La cause la plus fréquente des pertes vaginales et des odeurs n'est pas une mycose, mais la vaginose bactérienne, qui nécessite un traitement totalement différent. Voici comment distinguer réellement ces deux causes principales.
Les rayons des médicaments en vente libre sont dominés par les produits antifongiques destinés à traiter les mycoses vaginales, ce qui conduit à une hypothèse plausible mais souvent erronée : celle selon laquelle des pertes ou une odeur inhabituelles seraient le signe d’une mycose vaginale. En réalité, la vaginose bactérienne (VB) est la cause la plus fréquente de ces symptômes chez les femmes en âge de procréer — et les traitements antifongiques ne sont d’aucune utilité dans ce cas, puisqu’il ne s’agit pas du tout d’un problème fongique.
Vaginose bactérienne (VB)
La VB n’est pas tant une infection d’origine externe qu’un déséquilibre des bactéries normalement présentes. L’environnement vaginal sain est généralement dominé par les lactobacilles, qui maintiennent un pH acide permettant de contrôler la prolifération des autres bactéries. Lorsque cet équilibre est rompu — permettant à d’autres bactéries naturellement présentes de proliférer —, la VB se développe. Elle se caractérise généralement par des pertes claires, gris-blanc, et une odeur distincte de poisson, souvent plus perceptible après un rapport sexuel ; mais surtout, elle ne provoque généralement pas de démangeaisons importantes — une différence essentielle par rapport aux mycoses qui est souvent négligée. Comme il s’agit d’une infection bactérienne et non fongique, le traitement nécessite des antibiotiques, et non des crèmes antifongiques.
Mycoses vaginales
Les mycoses vaginales résultent d’une prolifération excessive de Candida, un champignon normalement présent en petites quantités. Elles s’accompagnent généralement de pertes épaisses, blanches, ressemblant à du « fromage blanc », ainsi que de démangeaisons et d’irritations importantes — les démangeaisons constituant le symptôme distinctif le plus fiable par rapport à la VB. Les mycoses vaginales sont nettement plus fréquentes après une cure d’antibiotiques, car ceux-ci perturbent les lactobacilles protecteurs qui, normalement, maintiennent le candida sous contrôle, lui permettant ainsi de proliférer. Elles se traitent à l’aide de médicaments antifongiques, disponibles aussi bien en vente libre que sur ordonnance.
Trichomonase
La trichomonase est une infection sexuellement transmissible causée par un parasite, et elle se distingue des deux affections ci-dessus par un aspect important : de nombreuses personnes ne présentent aucun symptôme, tandis que d’autres développent des pertes mousseuses, de couleur jaune-vert, accompagnées d’une odeur caractéristique. Comme il s’agit d’une infection sexuellement transmissible, le traitement doit concerner les deux partenaires simultanément, même si un seul présente des symptômes — sinon, une réinfection est probable.
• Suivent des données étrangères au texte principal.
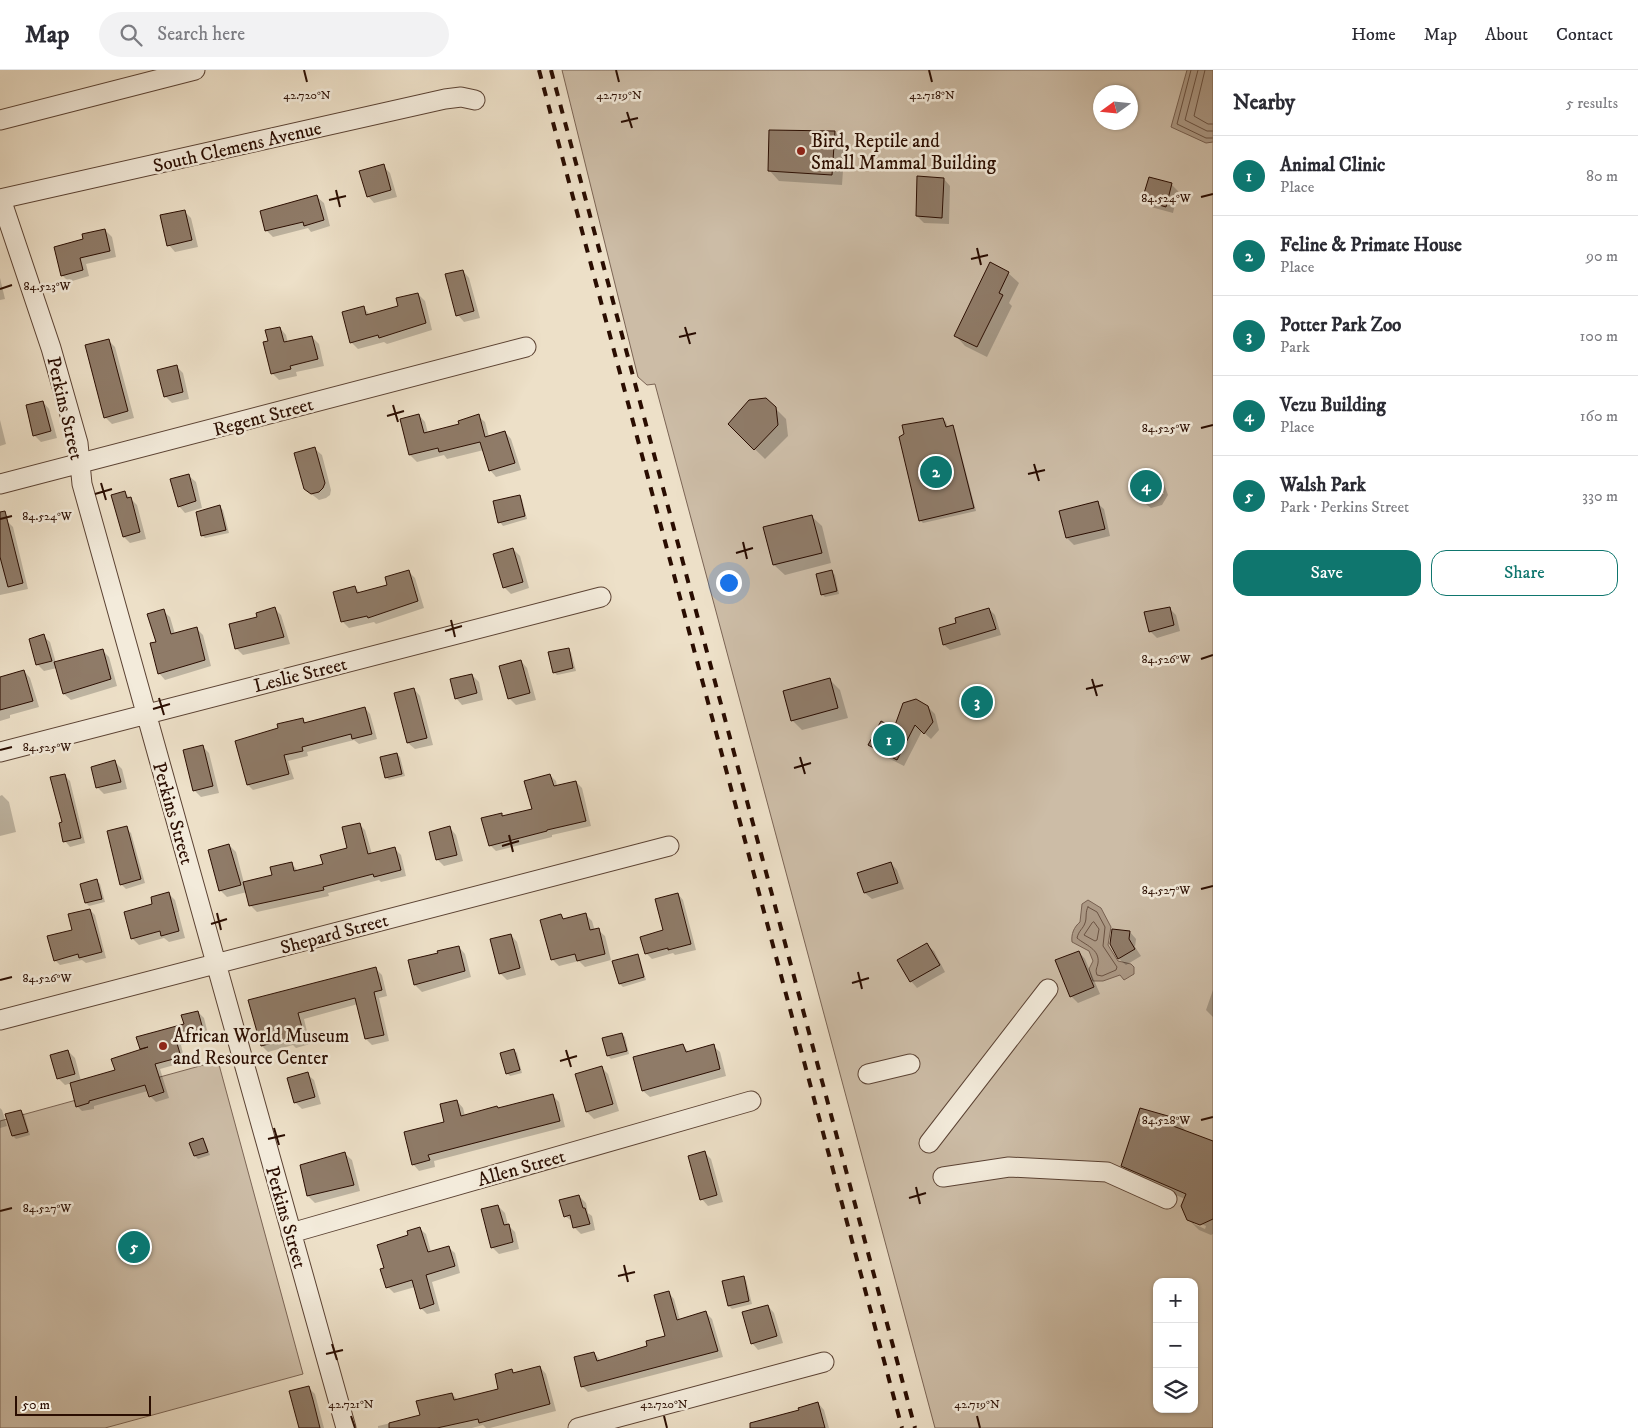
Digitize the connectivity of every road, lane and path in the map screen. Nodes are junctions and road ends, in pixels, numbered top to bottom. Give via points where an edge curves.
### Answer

Le rôle protecteur du microbiome vaginal
Les trois affections ci-dessus ont un point commun : une perturbation de l’environnement vaginal normal, dominé par les lactobacilles, qui, en temps normal, empêche la prolifération excessive de bactéries nocives. Les antibiotiques, les changements hormonaux et certaines pratiques d’hygiène peuvent tous modifier cet équilibre ; c’est en partie pour cette raison qu’il est tout aussi utile de comprendre ce qui préserve cet équilibre que de comprendre les infections elles-mêmes.